Saint Paul offers us the radical Christian answer to this worldly culture of leading with strength. He says, “God chose what is foolish in the world to shame the wise, God chose what is weak in the world to shame the strong, God chose what is low and despised in the world, even things that are not, to bring to nothing things that are, so that no human being might boast in the presence of God.” (1 Corinthians 1:28-29)

The heart of the Gospel proclamation is a paradoxical but powerful reality: the all-powerful God revealed Himself in all the folly, weakness, lowness and despicability to which human life can descend. Nothing could be lower for pious Jew of the first century than suffer the death of criminal and a heretic at the hands of gentiles. This, however, was precisely the fate that God chose in order to show who He is and the measure of His love for us. To put it simply: God led with His weakness on the Cross.

An early Christian story tells of some young monks went to visit Saint Anthony, the founder of monasticism. To test them, Anthony approached each with various texts of scripture, asking what they meant. Each of the monks, wanting to lead with his strength, offered his best interpretation, and to each Anthony said, “You have not found the right answer.” Finally, he approached a monk named Joseph and asked him to interpret. The monk replied, “I do not know,” and Anthony said: “Joseph has found the right answer because he said he does not know.”

Saint Anthony was not saying that the scriptures could not be interpreted correctly, but that more important than a correct interpretation was a recognition that we don’t have all the answers, that our so-called strengths are limited at best and illusory at worst.

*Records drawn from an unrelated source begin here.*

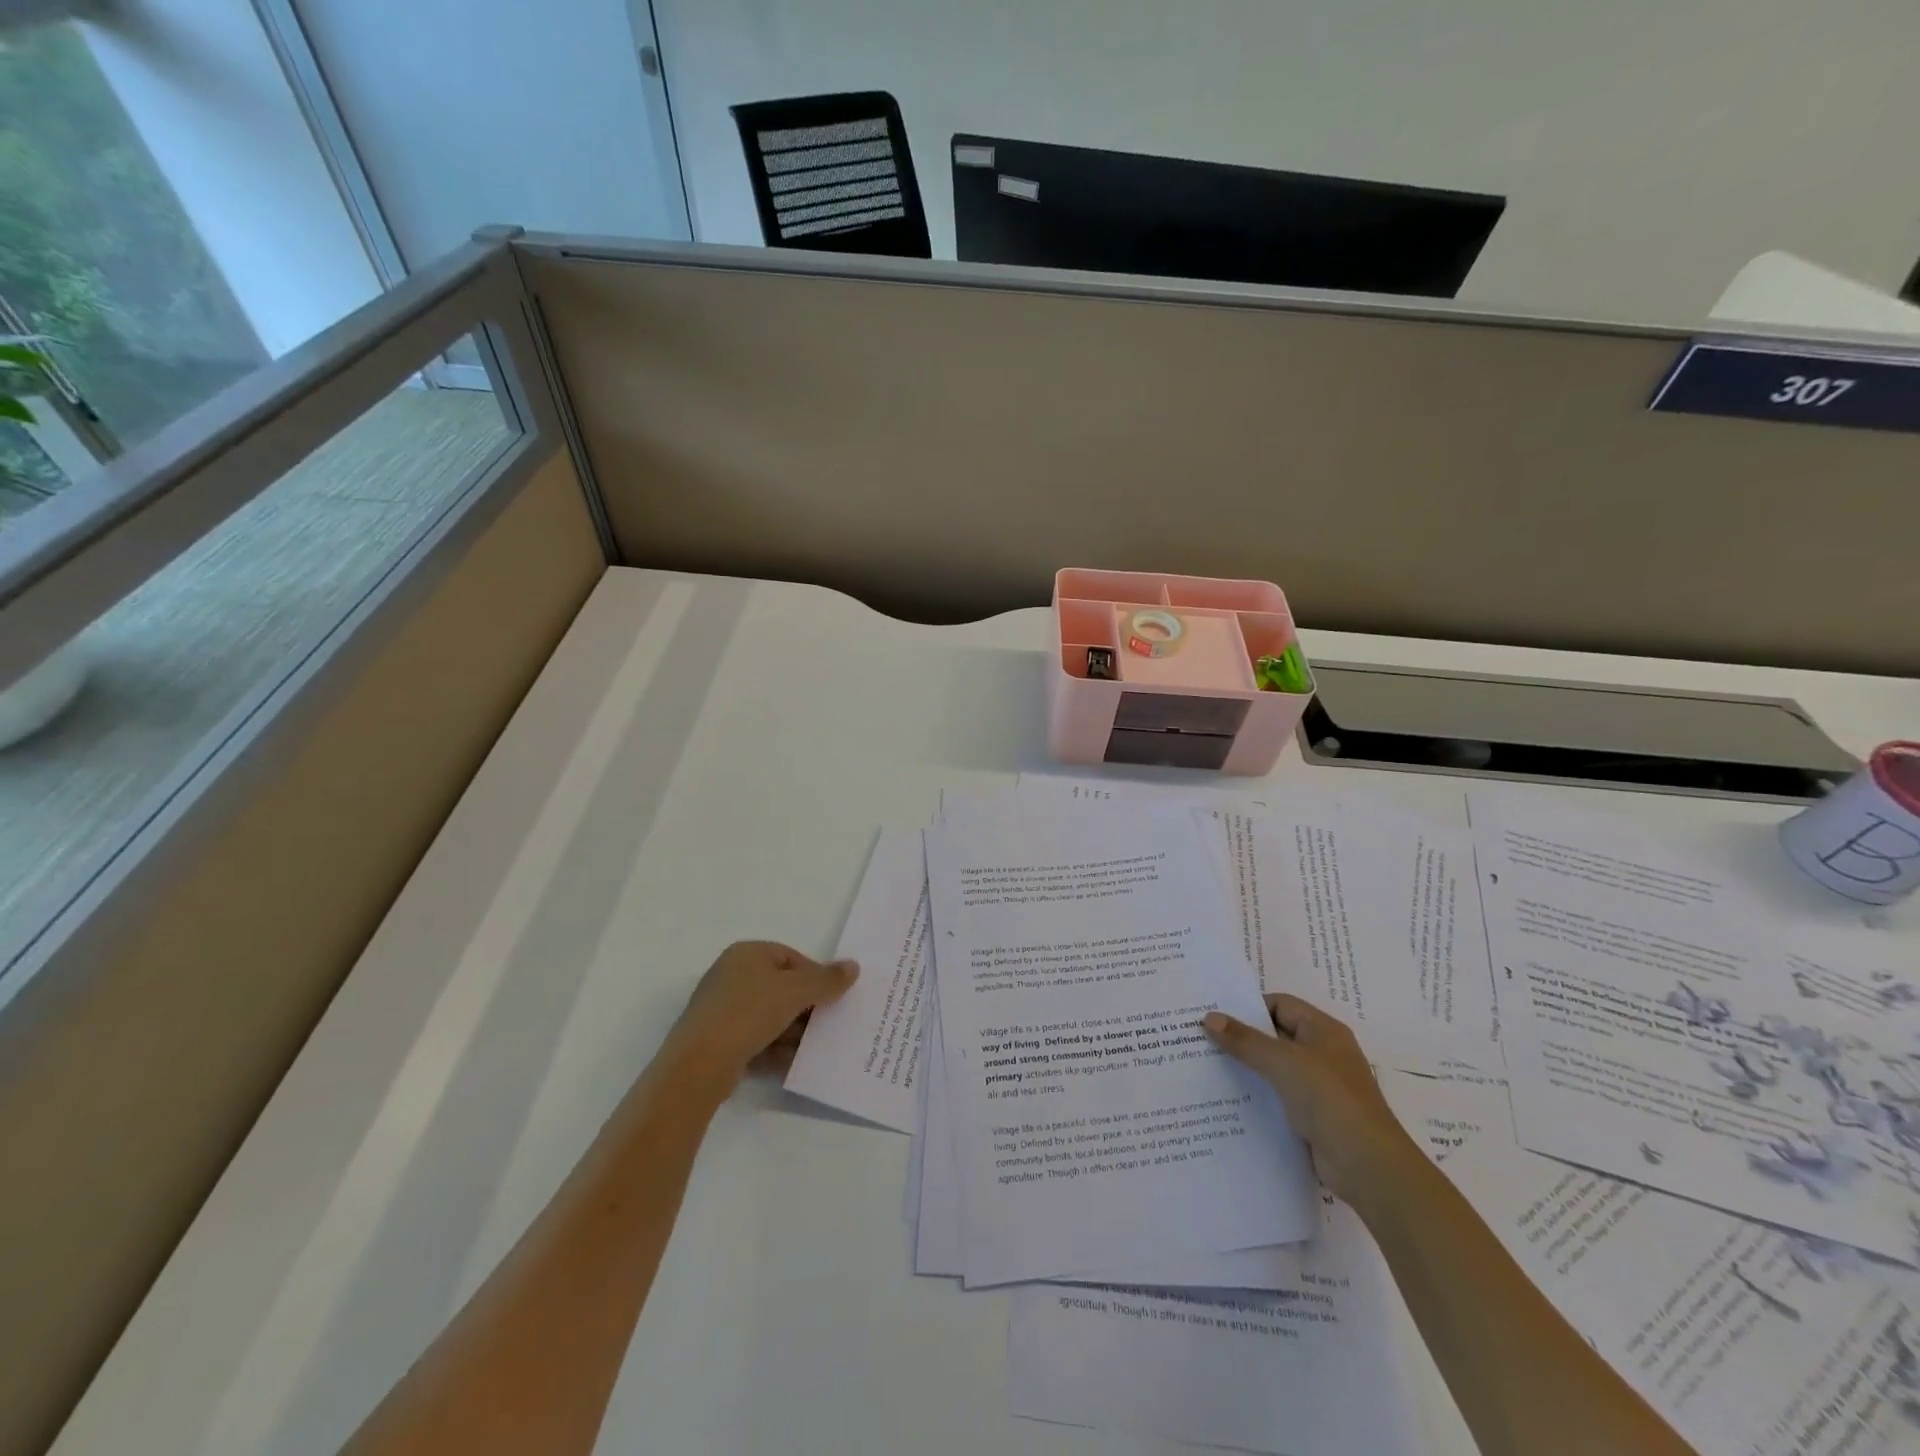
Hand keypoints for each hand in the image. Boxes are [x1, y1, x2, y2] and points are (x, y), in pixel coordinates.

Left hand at [664, 941, 857, 1092]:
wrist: (699, 1064)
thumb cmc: (749, 1013)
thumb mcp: (795, 991)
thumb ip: (826, 979)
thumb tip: (853, 966)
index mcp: (747, 953)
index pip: (791, 958)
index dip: (815, 977)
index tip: (831, 999)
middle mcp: (731, 975)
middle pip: (781, 987)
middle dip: (805, 1007)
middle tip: (827, 1024)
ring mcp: (722, 1009)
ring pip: (769, 1016)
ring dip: (792, 1031)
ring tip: (813, 1048)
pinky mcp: (717, 1041)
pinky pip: (755, 1039)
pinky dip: (774, 1049)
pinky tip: (791, 1064)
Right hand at [1203, 995, 1418, 1206]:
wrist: (1368, 1166)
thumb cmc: (1329, 1099)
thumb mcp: (1283, 1062)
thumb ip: (1245, 1040)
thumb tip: (1209, 1017)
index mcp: (1323, 1031)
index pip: (1280, 1004)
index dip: (1249, 1007)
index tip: (1215, 1015)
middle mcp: (1323, 1054)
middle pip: (1276, 1036)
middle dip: (1242, 1037)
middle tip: (1202, 1038)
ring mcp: (1320, 1087)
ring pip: (1275, 1068)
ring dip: (1247, 1068)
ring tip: (1208, 1067)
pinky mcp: (1314, 1117)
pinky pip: (1279, 1096)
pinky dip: (1257, 1095)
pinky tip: (1229, 1099)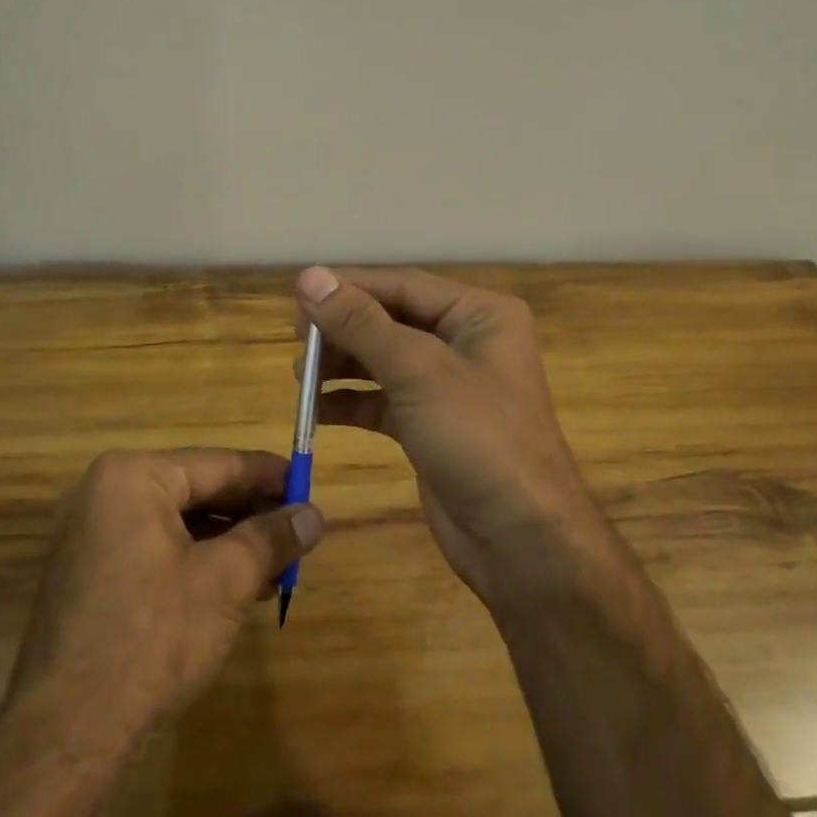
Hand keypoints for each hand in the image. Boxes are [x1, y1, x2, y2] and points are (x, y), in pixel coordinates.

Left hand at [5, 448, 323, 748]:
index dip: (269, 476)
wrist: (67, 735)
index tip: (309, 486)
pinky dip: (195, 561)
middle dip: (250, 513)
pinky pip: (153, 549)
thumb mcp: (226, 581)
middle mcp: (104, 493)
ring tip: (276, 564)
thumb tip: (314, 515)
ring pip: (177, 523)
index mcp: (132, 477)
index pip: (218, 464)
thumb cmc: (152, 638)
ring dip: (227, 542)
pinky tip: (234, 587)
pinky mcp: (87, 574)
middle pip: (196, 490)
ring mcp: (90, 535)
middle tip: (297, 530)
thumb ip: (272, 538)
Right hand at [294, 266, 607, 605]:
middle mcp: (466, 342)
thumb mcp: (418, 371)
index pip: (403, 285)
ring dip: (342, 365)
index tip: (298, 293)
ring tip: (299, 374)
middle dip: (343, 329)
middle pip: (392, 320)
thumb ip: (361, 323)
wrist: (520, 540)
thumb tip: (309, 276)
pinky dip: (351, 402)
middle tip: (295, 338)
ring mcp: (449, 386)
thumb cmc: (478, 438)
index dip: (349, 286)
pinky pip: (383, 401)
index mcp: (479, 314)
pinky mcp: (432, 425)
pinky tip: (316, 410)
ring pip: (384, 360)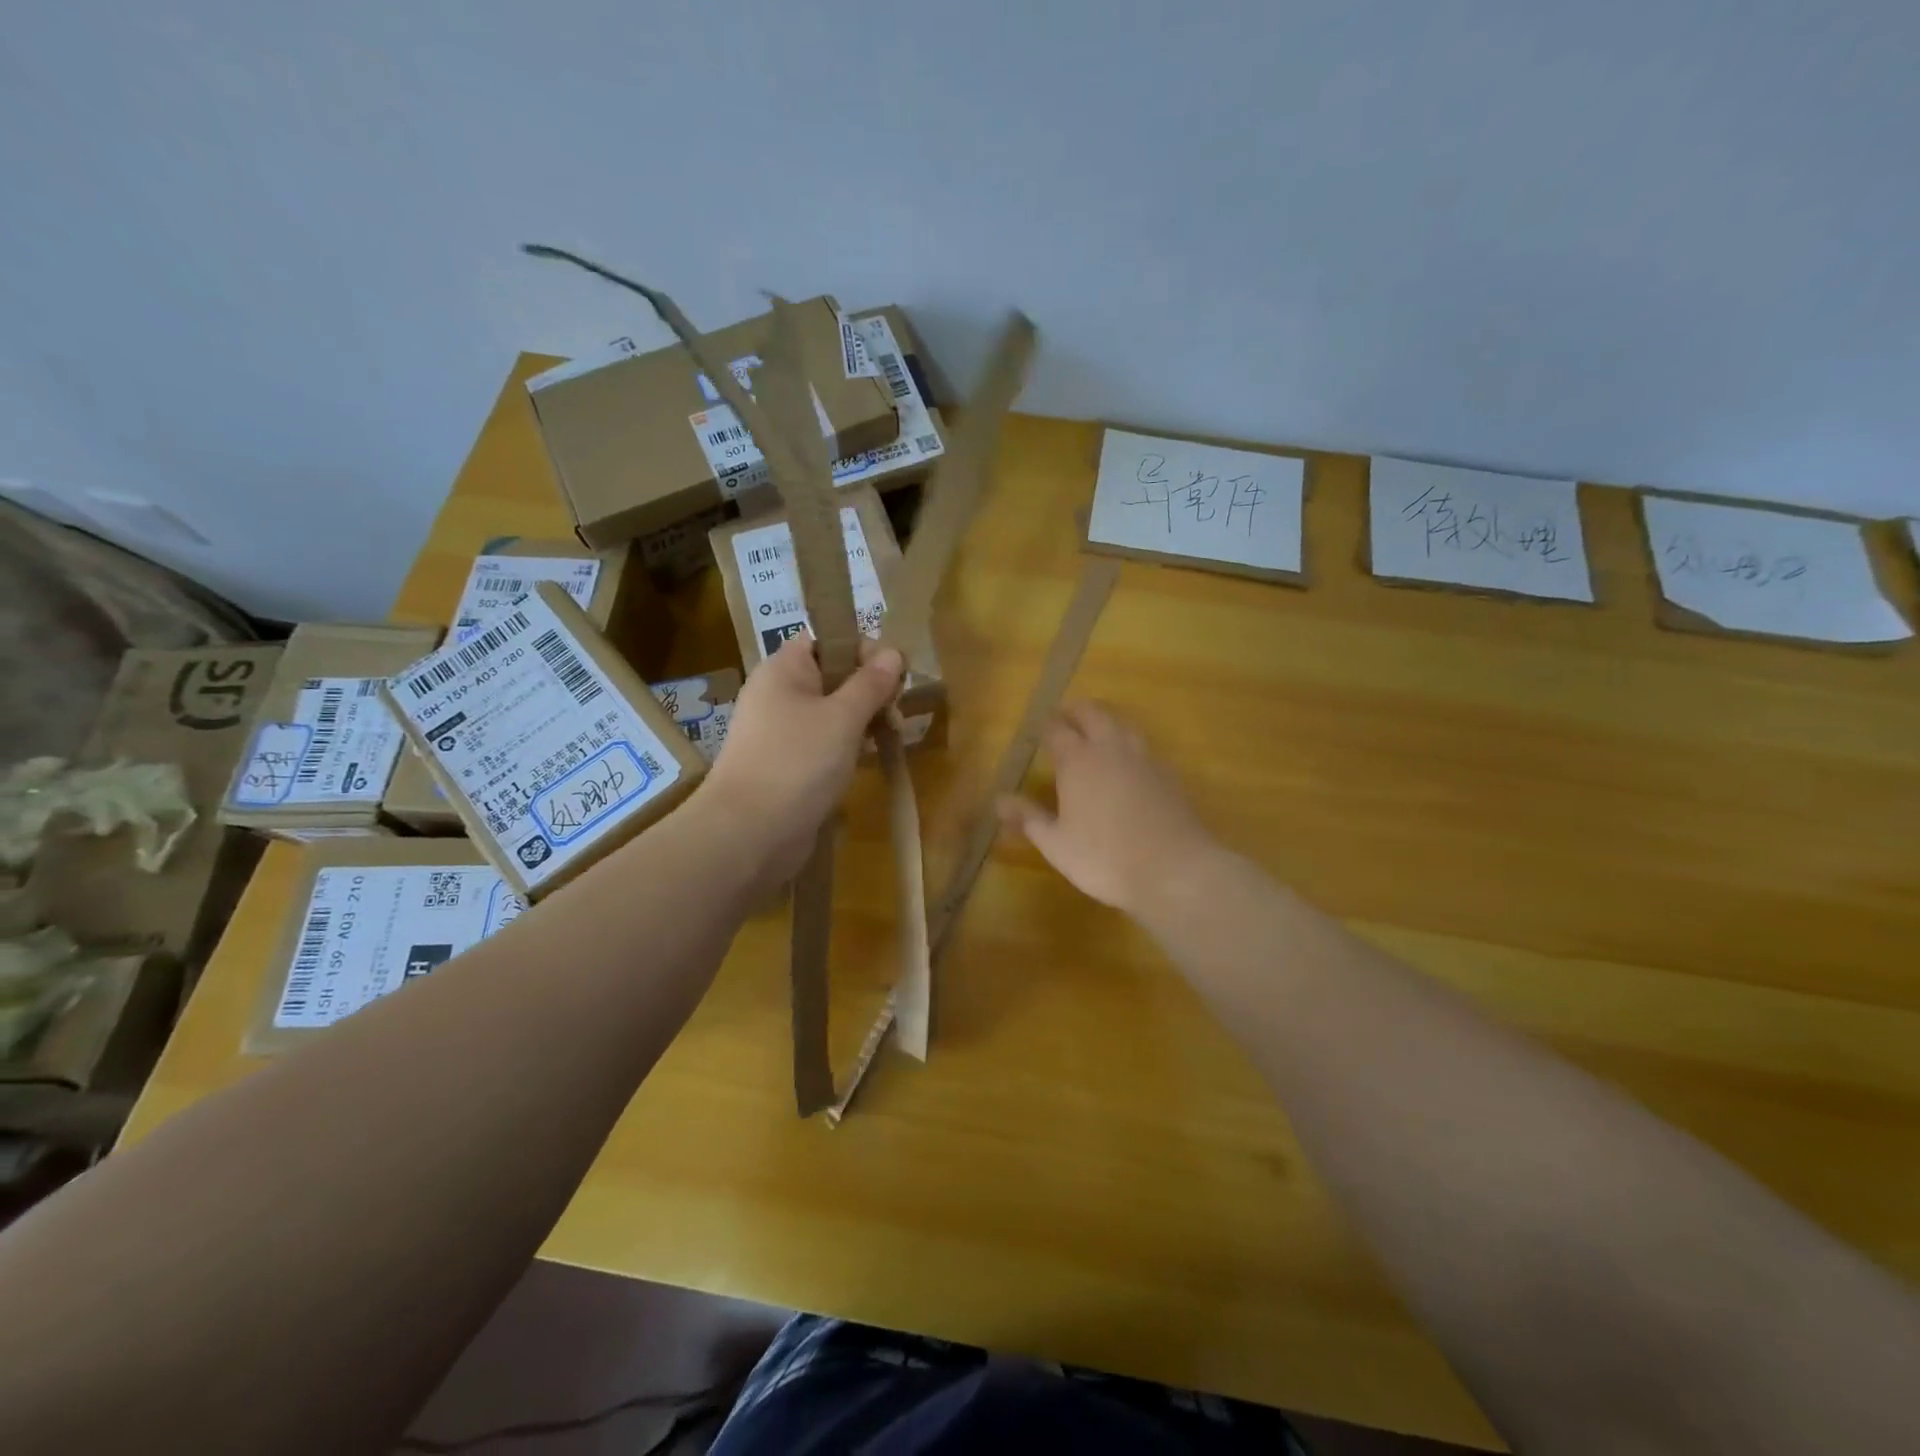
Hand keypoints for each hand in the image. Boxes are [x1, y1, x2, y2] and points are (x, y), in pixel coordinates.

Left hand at [695, 635, 903, 889]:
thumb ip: (871, 683)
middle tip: (897, 715)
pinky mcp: (786, 766)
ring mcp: (780, 733)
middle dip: (869, 690)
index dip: (862, 650)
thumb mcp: (843, 718)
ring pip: (830, 713)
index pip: (827, 640)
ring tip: (890, 739)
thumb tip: (893, 652)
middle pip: (832, 676)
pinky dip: (847, 748)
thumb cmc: (797, 763)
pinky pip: (822, 744)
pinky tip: (867, 762)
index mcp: (783, 670)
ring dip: (862, 721)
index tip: (894, 676)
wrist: (749, 834)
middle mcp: (777, 695)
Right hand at [1000, 703, 1219, 915]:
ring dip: (1106, 721)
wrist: (1173, 869)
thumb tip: (999, 800)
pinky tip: (1128, 762)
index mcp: (1077, 760)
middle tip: (1065, 716)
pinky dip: (1129, 744)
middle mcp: (1110, 749)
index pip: (1057, 730)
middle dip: (1076, 711)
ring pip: (1122, 724)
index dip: (1046, 726)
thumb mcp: (1056, 843)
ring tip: (1096, 729)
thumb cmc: (1104, 857)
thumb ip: (1028, 818)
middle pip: (1093, 714)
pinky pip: (1144, 747)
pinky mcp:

So while the world continues to beat the drum of strength, we need not be afraid to live our lives in the key of “I don’t know,” because that is the truth. I don’t have all the answers. I am just a weak and uncertain human being. And that’s actually a good thing because in Christ all human frailty has become the very means to access the life of God. Those who work 12-Step programs already understand that admission of powerlessness is the key to finding the Higher Power. For everyone else, living as the weak and broken human beings we really are is not only the only honest and true way to go, it’s the only way to find God.